Using precision medicine to reduce unnecessary use of antibiotics for COPD flare-up
This is antibiotic awareness week but, it is fitting that it will shortly be followed by World COPD Day, as COPD exacerbations (“flare-ups”) represent one of the leading causes of inappropriate antibiotic administration.
Steroids are also significantly overused in COPD exacerbations. In the TRACE-COPD trial, we are using biomarkers (blood tests) to guide and target the administration of both antibiotics and oral steroids.
COPD is a burdensome, long-term lung disease causing persistent respiratory symptoms and narrowing of the airways. It is frequent, affecting more than one in ten people aged over 40 years, and according to the World Health Organisation it is the third leading cause of death globally. Patients with COPD often develop COPD exacerbations, which are symptom flare-ups causing poor health, hospitalisation or death. They are very frequent, as they are responsible for one in every eight hospital admission in the UK.
There are different types of exacerbations. Only about half of them, which are caused by bacteria (bugs) respond to antibiotics. Only 30-50% that are caused by inflammation of the airways with eosinophils (which are specific cells of the immune system) respond to oral steroids. And finally, up to 30% are caused by viruses and require antivirals. While we know that overuse of antibiotics can lead to the development of dangerous super-bugs and steroids can cause side effects, including severe infections, unfortunately, we do not have accurate tests to distinguish different types of COPD exacerbations. As a result, all exacerbations are treated the same, with inhaled medications called bronchodilators to open-up the airways, steroids to treat inflammation and almost invariably antibiotics, to treat infections. Therefore, both steroids and antibiotics are massively overused, posing unnecessary risks to patients with COPD.

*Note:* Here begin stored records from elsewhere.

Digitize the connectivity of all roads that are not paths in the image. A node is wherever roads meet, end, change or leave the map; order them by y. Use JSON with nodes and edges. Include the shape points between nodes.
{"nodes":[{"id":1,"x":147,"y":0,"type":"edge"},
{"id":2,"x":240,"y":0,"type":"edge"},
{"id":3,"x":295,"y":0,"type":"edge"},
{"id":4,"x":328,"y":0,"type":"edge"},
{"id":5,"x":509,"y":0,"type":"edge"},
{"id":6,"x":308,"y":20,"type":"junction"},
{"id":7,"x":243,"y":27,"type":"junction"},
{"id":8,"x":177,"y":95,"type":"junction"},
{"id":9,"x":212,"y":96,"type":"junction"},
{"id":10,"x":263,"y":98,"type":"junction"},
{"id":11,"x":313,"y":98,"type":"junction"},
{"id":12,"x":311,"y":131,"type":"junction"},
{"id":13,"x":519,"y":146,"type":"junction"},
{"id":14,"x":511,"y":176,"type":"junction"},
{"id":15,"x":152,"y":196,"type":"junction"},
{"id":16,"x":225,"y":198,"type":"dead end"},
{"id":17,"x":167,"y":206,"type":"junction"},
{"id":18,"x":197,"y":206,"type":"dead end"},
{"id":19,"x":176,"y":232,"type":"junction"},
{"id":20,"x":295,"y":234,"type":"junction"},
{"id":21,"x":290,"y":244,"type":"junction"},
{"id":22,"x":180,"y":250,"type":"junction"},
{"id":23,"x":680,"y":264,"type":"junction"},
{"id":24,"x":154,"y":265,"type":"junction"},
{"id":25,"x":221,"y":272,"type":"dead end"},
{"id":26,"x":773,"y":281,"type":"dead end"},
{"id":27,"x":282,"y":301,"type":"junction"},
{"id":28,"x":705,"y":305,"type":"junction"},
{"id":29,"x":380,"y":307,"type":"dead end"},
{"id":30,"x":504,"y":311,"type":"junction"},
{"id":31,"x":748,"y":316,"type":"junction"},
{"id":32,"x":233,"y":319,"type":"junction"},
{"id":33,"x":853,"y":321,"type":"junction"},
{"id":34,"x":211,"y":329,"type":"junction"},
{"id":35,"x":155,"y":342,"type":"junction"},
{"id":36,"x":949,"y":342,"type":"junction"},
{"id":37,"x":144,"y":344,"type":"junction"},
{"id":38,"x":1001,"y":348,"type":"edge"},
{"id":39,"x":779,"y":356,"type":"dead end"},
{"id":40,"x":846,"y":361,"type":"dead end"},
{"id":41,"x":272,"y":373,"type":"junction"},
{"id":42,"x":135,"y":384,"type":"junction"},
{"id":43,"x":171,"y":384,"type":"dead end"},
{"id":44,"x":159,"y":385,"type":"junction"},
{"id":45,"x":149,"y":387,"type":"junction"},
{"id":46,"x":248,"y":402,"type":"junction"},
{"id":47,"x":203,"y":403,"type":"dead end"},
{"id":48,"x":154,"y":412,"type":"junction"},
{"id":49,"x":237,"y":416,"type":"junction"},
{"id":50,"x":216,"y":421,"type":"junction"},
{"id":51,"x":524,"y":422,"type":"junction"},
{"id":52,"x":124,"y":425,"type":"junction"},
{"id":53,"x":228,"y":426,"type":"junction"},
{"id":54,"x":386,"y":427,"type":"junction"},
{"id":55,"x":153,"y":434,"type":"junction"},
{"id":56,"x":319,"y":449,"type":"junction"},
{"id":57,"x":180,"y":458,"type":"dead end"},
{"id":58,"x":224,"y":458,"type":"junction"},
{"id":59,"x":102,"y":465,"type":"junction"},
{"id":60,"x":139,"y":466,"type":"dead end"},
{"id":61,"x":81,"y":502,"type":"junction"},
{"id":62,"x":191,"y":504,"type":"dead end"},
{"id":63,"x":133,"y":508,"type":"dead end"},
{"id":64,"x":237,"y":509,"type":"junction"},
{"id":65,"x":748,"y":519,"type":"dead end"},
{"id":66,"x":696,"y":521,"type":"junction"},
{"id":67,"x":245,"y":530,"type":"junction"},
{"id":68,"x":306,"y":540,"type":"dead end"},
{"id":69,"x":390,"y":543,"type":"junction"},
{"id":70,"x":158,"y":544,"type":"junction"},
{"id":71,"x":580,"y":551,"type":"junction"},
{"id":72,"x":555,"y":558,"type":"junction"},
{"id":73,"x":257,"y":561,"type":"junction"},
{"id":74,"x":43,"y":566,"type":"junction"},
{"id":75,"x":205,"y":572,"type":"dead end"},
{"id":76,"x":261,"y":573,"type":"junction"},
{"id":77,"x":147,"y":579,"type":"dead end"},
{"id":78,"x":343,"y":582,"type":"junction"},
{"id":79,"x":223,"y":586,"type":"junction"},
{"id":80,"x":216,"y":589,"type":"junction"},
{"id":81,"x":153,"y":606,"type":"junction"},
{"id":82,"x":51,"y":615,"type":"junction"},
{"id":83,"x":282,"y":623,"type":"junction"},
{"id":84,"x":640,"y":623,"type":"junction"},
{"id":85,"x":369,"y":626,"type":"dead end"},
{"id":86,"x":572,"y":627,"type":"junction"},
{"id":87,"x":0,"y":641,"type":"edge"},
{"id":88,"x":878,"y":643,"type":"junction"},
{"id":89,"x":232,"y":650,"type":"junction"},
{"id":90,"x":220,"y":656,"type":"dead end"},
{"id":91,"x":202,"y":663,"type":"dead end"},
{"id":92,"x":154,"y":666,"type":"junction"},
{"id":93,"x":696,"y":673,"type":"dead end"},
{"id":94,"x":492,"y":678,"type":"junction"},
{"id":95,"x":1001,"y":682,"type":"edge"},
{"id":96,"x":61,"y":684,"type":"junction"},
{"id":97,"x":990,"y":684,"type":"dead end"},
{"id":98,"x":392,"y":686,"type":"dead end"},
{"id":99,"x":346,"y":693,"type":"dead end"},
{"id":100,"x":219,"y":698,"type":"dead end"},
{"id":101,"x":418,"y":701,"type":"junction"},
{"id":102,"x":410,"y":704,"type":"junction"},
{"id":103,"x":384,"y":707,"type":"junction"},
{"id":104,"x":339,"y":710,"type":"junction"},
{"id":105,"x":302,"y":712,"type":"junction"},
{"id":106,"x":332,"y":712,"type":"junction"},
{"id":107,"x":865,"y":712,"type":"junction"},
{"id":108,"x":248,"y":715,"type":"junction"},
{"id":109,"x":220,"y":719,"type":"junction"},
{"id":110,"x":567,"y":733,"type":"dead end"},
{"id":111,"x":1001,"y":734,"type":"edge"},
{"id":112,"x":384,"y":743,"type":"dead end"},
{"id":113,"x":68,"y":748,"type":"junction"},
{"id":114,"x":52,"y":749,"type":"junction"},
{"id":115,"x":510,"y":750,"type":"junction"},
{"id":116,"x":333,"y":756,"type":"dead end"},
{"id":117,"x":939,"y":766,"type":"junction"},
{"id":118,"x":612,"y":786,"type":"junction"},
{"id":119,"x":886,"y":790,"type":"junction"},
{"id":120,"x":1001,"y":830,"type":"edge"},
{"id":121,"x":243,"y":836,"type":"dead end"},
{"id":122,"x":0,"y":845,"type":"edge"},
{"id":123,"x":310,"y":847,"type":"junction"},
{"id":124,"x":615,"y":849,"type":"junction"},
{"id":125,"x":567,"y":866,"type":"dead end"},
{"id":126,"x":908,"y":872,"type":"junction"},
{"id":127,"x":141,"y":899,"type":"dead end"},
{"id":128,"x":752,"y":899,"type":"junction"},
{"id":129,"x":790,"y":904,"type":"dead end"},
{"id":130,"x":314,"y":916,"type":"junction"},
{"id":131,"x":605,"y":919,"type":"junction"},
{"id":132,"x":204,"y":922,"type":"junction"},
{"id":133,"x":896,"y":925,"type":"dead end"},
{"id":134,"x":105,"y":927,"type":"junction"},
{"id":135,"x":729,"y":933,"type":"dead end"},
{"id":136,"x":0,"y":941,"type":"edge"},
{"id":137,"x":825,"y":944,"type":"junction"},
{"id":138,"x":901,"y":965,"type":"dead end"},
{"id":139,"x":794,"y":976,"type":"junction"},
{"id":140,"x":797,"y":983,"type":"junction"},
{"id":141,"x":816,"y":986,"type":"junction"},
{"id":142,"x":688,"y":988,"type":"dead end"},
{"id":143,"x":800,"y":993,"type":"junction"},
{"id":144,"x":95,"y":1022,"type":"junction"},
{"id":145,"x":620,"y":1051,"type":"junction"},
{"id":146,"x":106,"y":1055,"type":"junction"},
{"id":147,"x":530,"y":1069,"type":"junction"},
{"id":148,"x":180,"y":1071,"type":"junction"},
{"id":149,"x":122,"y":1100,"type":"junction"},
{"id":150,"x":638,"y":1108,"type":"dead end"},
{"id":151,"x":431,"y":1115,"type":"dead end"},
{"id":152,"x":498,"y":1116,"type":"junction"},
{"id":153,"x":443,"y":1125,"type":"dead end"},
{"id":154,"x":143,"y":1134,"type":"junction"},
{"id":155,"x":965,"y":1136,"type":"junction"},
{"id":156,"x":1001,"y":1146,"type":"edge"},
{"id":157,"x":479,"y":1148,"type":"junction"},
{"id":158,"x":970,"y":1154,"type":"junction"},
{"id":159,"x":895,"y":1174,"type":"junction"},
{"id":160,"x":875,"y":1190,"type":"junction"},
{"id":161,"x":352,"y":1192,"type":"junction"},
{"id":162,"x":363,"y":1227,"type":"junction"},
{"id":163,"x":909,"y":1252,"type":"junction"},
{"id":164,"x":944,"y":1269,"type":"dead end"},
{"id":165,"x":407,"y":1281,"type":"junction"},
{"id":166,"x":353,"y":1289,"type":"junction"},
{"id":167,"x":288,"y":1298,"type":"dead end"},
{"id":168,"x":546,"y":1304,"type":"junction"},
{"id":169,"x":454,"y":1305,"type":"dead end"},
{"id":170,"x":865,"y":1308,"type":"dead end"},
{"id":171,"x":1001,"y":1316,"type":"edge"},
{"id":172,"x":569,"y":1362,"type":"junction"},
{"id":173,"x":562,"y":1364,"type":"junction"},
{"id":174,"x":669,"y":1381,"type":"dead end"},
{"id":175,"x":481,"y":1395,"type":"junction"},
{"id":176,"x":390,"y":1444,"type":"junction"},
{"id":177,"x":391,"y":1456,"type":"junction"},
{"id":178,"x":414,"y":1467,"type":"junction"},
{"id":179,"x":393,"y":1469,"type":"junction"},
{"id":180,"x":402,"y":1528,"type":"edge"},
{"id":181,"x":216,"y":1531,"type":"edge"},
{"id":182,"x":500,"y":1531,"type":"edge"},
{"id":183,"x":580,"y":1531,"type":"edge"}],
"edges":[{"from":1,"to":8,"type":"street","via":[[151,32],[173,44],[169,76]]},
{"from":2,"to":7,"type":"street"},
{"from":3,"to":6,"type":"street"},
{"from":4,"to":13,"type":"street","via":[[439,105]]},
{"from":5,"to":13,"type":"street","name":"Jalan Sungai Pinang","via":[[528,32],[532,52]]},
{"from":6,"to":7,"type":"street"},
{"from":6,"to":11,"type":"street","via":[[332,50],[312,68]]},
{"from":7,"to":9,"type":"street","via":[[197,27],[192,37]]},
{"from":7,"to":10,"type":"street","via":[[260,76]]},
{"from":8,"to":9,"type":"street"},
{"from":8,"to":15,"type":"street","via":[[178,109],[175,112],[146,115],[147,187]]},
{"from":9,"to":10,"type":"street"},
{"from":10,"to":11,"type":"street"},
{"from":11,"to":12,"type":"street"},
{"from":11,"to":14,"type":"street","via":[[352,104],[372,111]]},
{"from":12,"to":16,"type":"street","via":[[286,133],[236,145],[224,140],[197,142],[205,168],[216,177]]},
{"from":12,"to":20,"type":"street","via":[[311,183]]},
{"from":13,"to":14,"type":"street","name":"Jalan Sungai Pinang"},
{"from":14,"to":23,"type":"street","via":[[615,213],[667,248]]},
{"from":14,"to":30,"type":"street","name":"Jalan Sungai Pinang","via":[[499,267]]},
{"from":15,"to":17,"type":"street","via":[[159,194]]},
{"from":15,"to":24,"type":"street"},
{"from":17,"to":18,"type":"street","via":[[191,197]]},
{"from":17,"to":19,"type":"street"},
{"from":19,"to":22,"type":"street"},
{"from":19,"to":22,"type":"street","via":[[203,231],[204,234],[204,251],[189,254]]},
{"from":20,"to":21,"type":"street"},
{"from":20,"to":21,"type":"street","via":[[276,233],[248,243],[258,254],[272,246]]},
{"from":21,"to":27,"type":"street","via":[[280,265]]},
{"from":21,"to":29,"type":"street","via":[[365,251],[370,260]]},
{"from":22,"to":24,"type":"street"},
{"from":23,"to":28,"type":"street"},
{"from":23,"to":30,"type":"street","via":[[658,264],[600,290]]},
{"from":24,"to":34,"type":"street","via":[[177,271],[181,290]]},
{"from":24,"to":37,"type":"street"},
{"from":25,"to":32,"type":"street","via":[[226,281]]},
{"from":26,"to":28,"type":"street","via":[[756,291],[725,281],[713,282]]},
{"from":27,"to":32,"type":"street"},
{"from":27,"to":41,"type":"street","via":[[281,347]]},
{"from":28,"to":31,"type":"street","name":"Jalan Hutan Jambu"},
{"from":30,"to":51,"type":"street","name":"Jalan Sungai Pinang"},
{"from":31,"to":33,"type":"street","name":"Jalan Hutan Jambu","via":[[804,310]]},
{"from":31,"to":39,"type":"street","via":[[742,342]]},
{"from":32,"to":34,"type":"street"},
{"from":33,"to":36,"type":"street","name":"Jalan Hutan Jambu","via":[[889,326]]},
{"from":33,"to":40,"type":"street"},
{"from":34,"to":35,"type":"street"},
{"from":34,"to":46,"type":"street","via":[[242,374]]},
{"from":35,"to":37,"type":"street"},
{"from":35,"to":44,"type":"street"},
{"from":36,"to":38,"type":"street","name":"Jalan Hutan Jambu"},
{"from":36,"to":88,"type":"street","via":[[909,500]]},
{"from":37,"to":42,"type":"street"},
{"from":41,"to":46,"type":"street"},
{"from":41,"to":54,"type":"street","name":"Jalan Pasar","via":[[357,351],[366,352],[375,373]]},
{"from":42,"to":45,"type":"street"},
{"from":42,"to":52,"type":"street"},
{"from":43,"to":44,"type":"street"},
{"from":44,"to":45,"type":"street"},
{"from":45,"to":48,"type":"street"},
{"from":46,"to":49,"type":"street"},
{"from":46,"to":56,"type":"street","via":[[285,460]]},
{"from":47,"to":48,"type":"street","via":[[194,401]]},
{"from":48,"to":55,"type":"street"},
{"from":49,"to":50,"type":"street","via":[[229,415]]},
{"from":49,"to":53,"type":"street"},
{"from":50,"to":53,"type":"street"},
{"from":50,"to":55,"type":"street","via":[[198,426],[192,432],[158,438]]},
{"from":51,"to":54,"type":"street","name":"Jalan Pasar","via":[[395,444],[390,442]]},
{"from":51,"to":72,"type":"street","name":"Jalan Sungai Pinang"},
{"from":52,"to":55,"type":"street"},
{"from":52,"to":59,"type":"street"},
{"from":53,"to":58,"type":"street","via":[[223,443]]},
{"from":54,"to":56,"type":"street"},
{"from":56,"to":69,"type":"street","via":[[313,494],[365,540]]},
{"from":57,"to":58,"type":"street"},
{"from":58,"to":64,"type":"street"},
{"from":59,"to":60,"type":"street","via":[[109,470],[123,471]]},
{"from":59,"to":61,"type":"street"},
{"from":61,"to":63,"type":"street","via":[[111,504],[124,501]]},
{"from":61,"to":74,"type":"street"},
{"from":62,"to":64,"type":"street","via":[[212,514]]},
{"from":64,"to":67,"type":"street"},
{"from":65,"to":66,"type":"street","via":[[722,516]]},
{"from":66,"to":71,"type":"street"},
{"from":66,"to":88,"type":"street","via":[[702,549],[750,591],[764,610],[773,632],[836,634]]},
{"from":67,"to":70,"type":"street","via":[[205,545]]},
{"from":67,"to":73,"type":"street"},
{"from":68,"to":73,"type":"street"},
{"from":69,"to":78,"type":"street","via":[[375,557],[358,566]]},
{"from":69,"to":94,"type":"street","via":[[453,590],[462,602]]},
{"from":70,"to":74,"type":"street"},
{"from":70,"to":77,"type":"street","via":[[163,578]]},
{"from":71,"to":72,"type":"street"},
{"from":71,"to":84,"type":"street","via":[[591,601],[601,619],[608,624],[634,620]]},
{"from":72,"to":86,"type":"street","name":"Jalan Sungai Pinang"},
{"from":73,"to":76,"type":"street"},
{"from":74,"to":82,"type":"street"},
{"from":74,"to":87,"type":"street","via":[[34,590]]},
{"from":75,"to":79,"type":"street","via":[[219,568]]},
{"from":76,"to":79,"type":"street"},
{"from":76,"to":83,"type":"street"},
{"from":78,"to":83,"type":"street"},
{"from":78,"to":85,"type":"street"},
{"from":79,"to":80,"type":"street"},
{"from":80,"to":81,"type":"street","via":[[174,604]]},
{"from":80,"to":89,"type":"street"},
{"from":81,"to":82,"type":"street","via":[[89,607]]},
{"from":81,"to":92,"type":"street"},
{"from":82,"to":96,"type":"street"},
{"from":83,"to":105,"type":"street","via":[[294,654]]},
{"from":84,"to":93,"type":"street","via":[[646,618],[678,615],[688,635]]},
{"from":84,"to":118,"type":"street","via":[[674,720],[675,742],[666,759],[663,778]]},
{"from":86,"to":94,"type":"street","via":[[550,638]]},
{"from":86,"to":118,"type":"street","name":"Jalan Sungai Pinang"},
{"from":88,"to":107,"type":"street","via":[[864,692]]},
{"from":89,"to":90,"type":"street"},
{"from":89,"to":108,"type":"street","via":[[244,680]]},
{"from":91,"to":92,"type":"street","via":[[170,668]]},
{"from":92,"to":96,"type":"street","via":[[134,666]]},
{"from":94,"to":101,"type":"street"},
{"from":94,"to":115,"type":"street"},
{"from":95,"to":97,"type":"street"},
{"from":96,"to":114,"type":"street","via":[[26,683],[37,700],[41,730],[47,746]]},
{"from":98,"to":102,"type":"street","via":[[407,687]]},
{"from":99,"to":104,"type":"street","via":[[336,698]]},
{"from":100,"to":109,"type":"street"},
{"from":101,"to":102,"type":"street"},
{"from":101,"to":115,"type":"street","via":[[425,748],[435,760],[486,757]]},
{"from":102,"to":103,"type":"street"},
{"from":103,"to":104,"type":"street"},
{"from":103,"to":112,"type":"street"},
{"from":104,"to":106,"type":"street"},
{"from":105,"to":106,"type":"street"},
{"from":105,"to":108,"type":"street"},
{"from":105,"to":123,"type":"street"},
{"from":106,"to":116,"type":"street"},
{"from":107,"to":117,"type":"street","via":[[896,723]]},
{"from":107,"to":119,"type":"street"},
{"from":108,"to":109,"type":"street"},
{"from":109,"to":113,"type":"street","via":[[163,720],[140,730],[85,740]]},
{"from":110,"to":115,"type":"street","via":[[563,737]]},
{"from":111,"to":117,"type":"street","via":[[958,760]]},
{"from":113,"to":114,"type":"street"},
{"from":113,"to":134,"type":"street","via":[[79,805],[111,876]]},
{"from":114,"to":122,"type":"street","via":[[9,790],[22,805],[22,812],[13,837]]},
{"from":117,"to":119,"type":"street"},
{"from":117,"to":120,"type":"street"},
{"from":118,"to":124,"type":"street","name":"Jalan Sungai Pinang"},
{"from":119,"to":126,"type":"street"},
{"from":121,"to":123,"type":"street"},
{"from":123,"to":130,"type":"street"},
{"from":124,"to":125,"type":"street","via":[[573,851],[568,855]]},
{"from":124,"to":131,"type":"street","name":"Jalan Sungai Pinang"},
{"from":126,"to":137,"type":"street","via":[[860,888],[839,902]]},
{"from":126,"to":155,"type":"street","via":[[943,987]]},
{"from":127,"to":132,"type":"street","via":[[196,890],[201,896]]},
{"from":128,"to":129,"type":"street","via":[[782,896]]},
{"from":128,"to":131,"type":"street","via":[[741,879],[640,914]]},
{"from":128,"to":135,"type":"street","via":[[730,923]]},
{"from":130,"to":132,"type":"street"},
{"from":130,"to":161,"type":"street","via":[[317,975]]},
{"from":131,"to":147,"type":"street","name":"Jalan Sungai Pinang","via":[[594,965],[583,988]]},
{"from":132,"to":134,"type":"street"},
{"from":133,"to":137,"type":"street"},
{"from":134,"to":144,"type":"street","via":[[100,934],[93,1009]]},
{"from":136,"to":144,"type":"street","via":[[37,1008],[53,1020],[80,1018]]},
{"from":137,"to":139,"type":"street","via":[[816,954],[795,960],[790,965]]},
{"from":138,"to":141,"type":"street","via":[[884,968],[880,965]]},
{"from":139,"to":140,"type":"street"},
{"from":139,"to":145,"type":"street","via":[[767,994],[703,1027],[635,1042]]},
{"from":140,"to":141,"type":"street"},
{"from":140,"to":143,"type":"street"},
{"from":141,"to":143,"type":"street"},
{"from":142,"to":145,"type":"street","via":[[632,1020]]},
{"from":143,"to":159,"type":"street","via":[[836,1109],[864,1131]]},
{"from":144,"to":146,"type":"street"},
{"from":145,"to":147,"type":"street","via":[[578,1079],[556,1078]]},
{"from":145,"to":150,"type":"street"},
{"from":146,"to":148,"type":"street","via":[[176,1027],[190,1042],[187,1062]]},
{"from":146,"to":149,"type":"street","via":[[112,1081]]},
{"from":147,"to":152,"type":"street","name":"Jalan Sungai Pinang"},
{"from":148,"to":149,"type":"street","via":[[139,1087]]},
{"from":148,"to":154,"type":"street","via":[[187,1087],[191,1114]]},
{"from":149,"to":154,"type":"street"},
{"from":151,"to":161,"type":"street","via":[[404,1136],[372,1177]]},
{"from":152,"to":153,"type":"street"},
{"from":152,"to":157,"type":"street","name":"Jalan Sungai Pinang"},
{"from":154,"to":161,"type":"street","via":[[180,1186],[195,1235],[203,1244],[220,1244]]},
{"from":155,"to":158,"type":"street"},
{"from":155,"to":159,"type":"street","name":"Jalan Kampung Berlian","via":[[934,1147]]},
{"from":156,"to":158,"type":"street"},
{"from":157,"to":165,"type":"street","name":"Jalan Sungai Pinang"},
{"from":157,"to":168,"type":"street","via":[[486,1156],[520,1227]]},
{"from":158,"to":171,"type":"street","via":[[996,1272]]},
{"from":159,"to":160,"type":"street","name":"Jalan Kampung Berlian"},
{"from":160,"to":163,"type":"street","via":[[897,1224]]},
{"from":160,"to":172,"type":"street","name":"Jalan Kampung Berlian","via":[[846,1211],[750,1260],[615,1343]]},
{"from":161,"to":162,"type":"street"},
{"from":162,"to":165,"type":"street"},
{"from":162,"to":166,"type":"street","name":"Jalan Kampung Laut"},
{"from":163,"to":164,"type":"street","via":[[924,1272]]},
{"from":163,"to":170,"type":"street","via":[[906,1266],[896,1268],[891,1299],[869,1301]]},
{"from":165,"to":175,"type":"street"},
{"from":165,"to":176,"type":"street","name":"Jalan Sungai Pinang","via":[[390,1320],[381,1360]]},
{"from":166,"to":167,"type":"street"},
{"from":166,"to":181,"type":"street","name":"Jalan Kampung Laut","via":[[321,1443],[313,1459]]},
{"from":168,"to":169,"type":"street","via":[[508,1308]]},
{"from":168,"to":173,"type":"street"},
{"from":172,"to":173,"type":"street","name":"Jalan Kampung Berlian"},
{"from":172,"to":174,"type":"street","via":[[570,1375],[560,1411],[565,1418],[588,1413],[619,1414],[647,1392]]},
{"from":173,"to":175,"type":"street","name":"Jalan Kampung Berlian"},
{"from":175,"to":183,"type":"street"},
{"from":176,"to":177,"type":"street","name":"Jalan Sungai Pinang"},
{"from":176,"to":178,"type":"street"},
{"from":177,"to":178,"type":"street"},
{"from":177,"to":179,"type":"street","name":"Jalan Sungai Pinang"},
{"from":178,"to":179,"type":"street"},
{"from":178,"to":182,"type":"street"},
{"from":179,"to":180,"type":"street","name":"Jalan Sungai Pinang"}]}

In a recent systematic review, we found that procalcitonin, a biomarker in the blood, can point out those exacerbations that are caused by bacteria and would benefit from the administration of antibiotics. In addition, other studies showed that a subgroup of while blood cells, the blood eosinophil count, can identify exacerbations responding to systemic steroids. This provides a potential opportunity to personalise the management of COPD exacerbations, which could lead to improved use of healthcare resources and to a reduction in the frequency of unnecessary side effects and antibiotic burden (the development of super-bugs).

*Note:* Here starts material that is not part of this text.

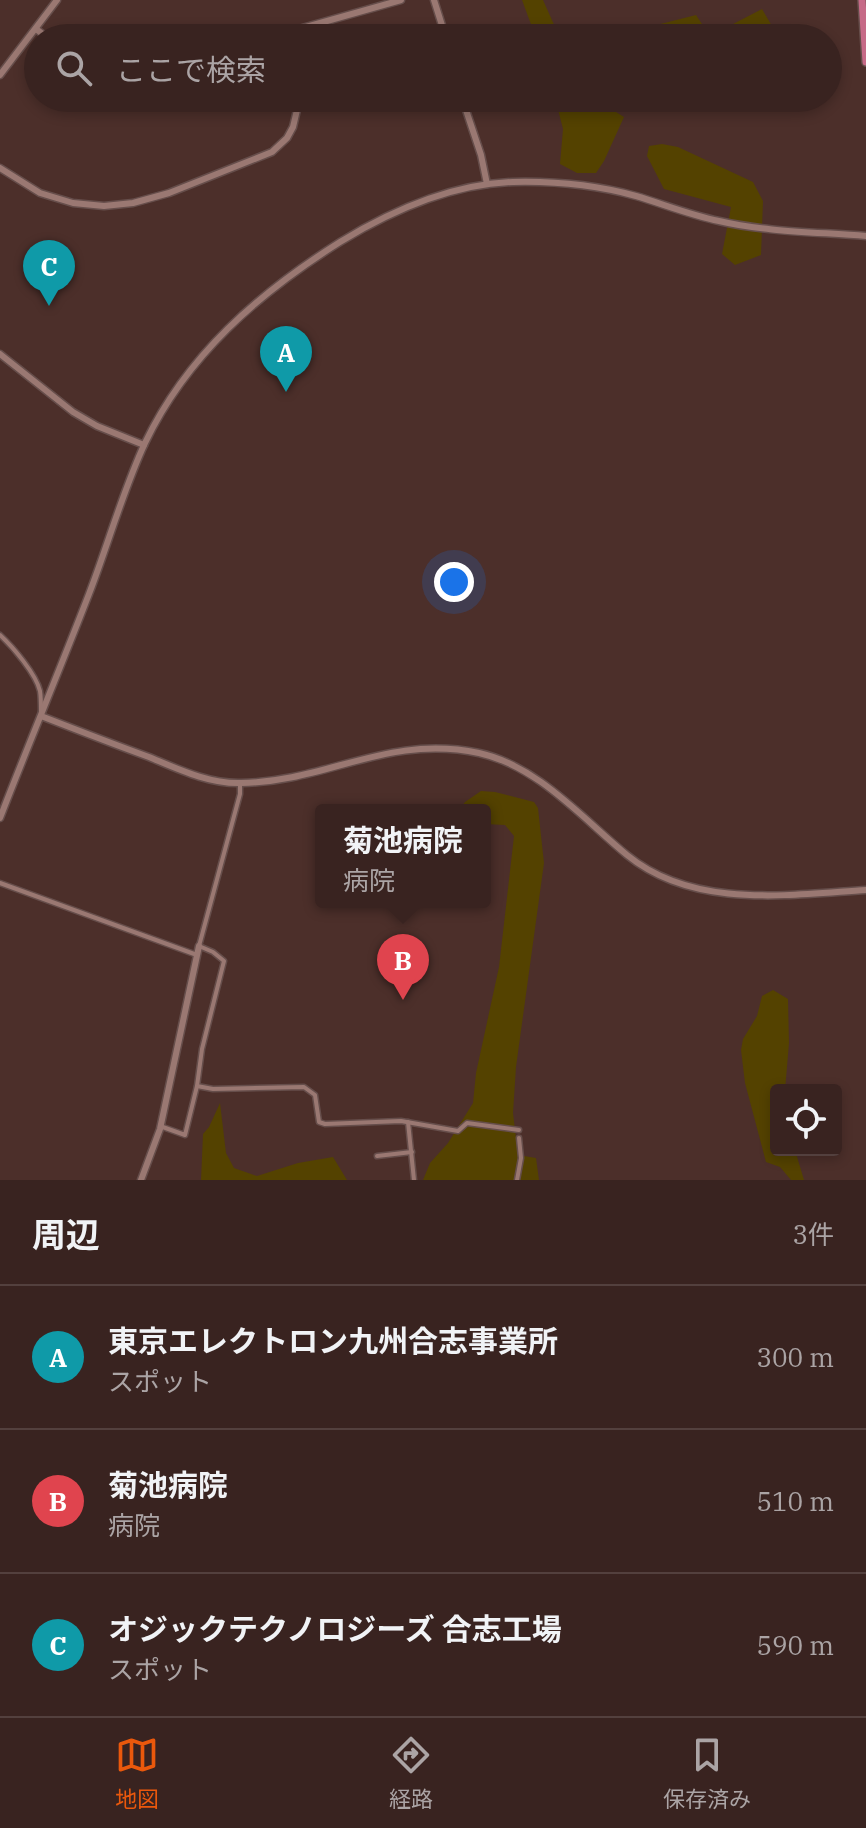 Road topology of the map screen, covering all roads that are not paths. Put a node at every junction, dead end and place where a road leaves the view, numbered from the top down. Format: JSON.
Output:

We are currently testing these biomarkers in a controlled clinical trial called the TRACE-COPD trial (Chraracterisation and targeted TReatment of ACute Exacerbations of Chronic Obstructive Pulmonary Disease), which is conducted in Wythenshawe and Salford Hospitals, led by Professor Jørgen Vestbo, the lead of the Respiratory Theme of the NIHR Manchester BRC. More specifically, we are testing whether the combination of procalcitonin and blood eosinophil count can indeed identify moderate or severe COPD exacerbations associated with bacterial infection or airway inflammation with eosinophils and can safely and effectively decrease and target the administration of antibiotics and/or steroids. In the well-studied population of this trial, we also plan to explore different molecular pathways of inflammation, aiming to identify differences among the previously described types of COPD exacerbations, as well as tests that could help in their diagnosis, predict their severity or distinguish other types of exacerbations, such as those caused by viruses.
This study which will run via Manchester Clinical Research Facility could revolutionise the assessment, management and outcomes of COPD exacerbations, improve patients’ health, quality of life and survival, reduce global antibiotic prescription rate and consequently, the burden of antibiotic resistance.